In the material below, find each line holding the string "DRIVE" and copy it.

Data |
▼▼▼

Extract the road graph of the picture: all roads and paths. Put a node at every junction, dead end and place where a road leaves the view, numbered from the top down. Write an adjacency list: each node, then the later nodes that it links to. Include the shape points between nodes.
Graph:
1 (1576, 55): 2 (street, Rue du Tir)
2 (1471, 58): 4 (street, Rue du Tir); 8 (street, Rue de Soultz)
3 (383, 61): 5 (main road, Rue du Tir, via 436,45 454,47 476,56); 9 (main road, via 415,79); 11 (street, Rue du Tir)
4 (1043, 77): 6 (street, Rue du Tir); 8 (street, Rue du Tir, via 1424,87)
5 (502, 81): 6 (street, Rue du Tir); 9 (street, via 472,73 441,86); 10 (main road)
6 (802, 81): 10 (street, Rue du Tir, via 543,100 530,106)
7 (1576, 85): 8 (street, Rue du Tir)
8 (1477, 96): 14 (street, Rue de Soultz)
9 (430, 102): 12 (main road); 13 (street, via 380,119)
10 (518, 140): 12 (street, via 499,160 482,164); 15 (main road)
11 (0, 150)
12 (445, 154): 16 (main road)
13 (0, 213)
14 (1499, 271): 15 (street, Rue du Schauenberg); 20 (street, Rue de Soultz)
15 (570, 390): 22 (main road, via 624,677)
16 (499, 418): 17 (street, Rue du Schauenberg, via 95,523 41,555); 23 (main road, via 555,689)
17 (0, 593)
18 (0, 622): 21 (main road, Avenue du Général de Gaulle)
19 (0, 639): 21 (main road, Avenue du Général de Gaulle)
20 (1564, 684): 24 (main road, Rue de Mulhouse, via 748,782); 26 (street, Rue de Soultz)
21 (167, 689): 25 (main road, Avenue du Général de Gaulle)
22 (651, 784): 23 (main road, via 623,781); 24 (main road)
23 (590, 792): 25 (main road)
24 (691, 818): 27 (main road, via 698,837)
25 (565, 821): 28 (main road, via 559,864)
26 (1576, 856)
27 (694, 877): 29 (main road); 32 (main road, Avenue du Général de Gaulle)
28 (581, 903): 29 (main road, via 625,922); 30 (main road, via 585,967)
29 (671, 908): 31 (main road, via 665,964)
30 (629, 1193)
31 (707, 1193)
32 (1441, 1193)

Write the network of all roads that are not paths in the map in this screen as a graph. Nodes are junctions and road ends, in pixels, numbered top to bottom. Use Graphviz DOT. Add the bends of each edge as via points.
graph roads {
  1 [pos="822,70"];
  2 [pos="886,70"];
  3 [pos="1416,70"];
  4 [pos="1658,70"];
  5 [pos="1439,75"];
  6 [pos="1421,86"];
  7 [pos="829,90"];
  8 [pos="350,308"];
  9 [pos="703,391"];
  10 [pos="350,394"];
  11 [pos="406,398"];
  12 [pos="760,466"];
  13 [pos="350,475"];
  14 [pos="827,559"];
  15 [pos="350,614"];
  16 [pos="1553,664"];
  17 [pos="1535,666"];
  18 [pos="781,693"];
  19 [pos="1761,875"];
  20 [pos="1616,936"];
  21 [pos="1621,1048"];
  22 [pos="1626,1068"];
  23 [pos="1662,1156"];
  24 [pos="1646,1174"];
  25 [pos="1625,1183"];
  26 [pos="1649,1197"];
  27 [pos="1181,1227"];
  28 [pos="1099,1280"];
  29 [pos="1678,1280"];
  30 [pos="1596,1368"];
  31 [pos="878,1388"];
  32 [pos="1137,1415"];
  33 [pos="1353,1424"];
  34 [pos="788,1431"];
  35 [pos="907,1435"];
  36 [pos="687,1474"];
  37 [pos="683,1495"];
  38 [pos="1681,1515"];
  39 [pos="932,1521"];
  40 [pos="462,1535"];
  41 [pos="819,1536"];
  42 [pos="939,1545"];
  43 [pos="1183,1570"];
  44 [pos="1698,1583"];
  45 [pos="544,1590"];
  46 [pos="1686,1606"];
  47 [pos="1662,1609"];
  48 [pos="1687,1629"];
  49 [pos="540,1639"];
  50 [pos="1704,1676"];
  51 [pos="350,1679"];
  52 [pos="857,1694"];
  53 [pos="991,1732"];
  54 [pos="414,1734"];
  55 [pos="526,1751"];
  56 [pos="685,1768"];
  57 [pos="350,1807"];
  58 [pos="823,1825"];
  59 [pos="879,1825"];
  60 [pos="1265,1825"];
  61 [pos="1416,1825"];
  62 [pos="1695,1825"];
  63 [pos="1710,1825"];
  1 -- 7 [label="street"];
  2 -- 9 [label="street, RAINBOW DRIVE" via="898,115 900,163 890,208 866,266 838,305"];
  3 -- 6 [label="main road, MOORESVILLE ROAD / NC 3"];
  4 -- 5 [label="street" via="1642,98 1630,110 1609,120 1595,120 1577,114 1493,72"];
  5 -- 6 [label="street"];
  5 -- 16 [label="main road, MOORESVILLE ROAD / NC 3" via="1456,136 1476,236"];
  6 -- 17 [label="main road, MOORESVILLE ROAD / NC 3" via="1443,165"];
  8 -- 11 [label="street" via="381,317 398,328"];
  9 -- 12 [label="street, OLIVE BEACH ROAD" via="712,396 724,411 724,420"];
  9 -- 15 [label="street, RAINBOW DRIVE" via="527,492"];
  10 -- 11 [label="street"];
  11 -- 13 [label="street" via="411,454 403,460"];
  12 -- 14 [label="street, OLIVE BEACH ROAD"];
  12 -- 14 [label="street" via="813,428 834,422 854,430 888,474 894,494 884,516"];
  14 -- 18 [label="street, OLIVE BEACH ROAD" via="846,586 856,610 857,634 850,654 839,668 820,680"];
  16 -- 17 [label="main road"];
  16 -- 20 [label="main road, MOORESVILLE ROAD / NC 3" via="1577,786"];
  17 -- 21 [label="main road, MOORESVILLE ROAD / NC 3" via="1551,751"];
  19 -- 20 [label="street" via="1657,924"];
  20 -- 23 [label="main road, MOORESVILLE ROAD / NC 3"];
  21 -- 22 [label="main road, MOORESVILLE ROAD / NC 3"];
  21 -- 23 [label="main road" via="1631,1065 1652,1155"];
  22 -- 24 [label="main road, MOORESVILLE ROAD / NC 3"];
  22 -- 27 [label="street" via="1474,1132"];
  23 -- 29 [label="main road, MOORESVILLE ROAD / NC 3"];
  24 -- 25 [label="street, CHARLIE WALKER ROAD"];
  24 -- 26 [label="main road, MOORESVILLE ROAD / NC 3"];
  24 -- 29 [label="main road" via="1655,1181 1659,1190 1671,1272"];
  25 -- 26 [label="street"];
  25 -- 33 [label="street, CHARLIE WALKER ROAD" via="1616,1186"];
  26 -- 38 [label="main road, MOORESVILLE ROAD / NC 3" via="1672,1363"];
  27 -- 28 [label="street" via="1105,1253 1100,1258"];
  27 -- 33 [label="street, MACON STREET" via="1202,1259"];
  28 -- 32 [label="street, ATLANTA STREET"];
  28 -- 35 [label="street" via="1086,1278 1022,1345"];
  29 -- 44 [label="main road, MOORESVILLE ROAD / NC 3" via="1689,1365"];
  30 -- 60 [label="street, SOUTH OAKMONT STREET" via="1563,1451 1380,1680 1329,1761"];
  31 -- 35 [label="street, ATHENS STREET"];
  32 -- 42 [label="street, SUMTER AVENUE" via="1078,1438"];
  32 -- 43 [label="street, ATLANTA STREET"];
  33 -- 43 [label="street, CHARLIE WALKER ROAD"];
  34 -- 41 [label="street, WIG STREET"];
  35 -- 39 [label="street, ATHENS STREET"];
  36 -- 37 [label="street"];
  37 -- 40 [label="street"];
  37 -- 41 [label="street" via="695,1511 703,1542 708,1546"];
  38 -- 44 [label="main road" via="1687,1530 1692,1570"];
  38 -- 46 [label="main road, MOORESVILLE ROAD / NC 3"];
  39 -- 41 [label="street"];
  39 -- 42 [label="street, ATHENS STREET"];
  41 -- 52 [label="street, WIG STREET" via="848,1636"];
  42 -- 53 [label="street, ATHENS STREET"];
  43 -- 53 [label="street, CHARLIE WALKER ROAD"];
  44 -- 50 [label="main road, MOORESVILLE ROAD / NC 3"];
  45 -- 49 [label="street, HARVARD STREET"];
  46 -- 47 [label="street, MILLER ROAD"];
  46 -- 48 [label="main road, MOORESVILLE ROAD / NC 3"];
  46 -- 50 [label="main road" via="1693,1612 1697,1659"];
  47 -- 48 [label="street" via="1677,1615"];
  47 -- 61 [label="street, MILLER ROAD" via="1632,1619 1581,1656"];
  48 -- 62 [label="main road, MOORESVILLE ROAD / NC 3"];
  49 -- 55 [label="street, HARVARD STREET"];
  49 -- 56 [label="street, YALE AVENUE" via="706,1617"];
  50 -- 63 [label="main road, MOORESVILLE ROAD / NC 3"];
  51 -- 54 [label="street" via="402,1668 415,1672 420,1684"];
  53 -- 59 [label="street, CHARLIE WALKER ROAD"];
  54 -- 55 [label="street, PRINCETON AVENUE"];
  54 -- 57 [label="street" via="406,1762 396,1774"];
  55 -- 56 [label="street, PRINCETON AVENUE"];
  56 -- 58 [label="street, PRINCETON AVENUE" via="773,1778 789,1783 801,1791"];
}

▲▲▲

Response |
  2 -- 9 [label="street, RAINBOW DRIVE" via="898,115 900,163 890,208 866,266 838,305"];
  9 -- 15 [label="street, RAINBOW DRIVE" via="527,492"];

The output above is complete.